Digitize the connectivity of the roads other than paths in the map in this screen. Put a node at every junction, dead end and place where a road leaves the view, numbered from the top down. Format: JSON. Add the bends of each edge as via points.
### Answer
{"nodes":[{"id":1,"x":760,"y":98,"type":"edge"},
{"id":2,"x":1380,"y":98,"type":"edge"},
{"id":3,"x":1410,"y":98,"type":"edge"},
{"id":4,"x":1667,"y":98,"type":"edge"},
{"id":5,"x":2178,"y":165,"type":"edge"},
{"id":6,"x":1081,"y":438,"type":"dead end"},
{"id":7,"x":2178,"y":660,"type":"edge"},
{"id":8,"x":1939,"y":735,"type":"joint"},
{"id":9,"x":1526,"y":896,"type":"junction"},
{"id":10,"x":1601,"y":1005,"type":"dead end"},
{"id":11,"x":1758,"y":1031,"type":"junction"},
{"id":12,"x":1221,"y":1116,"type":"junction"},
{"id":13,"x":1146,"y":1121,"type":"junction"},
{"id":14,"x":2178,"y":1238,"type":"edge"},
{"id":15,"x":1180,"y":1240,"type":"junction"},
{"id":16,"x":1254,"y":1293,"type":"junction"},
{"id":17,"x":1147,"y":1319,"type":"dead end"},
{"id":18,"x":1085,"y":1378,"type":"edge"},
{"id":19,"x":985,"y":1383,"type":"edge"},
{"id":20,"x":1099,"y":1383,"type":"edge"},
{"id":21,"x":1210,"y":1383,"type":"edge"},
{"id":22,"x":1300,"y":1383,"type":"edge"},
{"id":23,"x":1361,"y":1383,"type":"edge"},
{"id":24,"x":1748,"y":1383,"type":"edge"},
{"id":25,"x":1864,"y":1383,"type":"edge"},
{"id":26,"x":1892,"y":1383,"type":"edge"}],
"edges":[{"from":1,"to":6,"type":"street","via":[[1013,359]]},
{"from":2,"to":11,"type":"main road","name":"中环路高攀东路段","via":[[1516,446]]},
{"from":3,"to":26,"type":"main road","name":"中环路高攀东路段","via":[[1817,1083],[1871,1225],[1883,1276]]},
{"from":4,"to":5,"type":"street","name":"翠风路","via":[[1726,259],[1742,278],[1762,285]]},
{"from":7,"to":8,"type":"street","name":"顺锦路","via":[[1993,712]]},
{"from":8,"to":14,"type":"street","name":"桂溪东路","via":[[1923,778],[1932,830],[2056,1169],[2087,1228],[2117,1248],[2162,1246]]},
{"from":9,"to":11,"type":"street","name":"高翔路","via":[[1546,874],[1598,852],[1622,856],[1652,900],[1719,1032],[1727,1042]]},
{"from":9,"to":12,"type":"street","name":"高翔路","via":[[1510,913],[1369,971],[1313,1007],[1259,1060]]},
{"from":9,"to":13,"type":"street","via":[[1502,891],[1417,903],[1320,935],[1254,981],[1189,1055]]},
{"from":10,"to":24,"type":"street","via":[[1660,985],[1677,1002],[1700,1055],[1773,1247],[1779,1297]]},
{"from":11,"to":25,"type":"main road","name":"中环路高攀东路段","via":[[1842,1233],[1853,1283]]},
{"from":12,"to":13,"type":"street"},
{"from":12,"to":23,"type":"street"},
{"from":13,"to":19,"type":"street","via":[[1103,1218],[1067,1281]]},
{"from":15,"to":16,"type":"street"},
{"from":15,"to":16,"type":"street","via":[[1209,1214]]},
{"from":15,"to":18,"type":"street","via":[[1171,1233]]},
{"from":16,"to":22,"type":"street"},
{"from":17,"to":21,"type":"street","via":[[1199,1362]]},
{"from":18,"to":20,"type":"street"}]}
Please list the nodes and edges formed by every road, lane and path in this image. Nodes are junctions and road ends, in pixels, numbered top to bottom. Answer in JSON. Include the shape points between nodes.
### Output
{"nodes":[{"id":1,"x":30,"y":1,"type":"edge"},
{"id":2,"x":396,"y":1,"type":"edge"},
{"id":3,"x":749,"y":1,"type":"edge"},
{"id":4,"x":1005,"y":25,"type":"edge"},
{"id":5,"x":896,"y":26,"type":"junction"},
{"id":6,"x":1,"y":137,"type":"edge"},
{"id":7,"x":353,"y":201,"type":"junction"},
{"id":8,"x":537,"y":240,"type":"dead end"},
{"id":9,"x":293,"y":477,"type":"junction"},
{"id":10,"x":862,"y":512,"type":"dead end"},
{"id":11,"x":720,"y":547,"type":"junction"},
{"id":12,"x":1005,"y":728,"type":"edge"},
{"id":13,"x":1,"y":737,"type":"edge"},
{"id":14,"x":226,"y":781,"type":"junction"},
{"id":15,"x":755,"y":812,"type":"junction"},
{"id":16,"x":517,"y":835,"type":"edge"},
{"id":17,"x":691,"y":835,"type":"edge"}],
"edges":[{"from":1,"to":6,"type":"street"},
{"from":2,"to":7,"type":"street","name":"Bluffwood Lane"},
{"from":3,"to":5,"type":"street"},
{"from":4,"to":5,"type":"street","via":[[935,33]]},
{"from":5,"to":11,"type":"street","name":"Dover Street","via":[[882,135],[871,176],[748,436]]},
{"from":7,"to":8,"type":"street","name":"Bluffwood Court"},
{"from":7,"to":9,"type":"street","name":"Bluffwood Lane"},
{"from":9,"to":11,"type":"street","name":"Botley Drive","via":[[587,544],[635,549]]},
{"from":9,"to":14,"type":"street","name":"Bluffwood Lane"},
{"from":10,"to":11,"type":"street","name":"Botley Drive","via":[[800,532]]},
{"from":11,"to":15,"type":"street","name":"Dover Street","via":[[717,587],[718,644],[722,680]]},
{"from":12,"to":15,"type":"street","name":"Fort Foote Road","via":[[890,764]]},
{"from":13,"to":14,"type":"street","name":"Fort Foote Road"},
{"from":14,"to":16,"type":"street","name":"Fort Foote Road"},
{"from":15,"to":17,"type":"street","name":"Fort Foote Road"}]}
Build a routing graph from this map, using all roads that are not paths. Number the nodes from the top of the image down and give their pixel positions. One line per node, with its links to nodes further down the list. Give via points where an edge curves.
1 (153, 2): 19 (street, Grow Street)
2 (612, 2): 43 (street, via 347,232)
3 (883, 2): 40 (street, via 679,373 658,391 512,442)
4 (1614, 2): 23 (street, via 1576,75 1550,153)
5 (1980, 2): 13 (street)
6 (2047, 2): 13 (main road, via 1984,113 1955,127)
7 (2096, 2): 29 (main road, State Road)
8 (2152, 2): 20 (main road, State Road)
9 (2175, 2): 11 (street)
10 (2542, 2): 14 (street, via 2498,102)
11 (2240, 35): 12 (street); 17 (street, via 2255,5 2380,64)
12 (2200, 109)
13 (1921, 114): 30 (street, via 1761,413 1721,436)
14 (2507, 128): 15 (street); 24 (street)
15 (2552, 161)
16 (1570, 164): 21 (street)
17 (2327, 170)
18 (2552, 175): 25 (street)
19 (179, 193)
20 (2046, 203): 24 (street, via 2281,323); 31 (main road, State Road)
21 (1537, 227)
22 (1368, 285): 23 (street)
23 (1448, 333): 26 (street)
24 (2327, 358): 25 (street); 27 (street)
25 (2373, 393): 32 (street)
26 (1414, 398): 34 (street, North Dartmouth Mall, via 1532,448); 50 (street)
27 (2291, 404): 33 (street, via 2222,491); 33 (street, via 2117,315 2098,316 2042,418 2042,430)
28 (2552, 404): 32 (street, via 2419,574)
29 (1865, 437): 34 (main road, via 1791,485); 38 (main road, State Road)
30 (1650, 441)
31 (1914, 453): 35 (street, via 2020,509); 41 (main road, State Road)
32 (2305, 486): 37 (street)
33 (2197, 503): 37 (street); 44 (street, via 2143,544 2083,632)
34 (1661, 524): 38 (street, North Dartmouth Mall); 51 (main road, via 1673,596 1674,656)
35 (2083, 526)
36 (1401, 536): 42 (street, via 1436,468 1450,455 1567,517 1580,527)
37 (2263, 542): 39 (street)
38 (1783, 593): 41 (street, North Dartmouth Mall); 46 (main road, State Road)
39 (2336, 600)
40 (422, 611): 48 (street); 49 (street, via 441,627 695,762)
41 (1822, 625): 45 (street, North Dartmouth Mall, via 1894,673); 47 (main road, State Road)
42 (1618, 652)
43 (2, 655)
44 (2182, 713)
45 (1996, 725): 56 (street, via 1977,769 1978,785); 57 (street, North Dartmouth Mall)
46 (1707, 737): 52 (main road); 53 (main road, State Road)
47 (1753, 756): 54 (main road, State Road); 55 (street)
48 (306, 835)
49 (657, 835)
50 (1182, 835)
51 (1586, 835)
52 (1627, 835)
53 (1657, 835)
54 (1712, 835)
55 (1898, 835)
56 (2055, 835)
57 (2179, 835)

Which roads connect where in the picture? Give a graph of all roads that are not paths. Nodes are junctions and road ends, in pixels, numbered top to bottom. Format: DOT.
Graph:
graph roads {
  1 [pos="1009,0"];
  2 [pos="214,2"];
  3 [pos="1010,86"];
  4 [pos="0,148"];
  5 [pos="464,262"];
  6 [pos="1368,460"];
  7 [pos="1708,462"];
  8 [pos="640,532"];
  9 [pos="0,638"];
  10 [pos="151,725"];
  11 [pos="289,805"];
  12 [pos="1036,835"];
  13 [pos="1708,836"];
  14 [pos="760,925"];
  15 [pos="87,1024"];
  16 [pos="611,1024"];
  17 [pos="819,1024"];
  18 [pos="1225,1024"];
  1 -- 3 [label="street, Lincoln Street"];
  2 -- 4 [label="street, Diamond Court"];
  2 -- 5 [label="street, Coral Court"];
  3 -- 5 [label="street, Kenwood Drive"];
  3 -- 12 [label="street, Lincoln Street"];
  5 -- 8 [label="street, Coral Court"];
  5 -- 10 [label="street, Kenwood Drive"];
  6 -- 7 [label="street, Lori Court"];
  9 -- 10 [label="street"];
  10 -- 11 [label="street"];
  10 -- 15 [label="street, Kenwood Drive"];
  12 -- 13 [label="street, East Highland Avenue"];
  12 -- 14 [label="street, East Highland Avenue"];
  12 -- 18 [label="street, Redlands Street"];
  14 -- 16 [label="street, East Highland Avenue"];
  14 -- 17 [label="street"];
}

• [EXERCISE] The lines to copy are those in the listing that contain the word "pixels".

• [SOLUTION TO THE PROBLEM]
Please list the nodes and edges formed by every road, lane and path in this image. Nodes are junctions and road ends, in pixels, numbered top to bottom. Answer in JSON. Include the shape points between nodes.
Which roads connect where in the picture? Give a graph of all roads that are not paths. Nodes are junctions and road ends, in pixels, numbered top to bottom. Format: DOT.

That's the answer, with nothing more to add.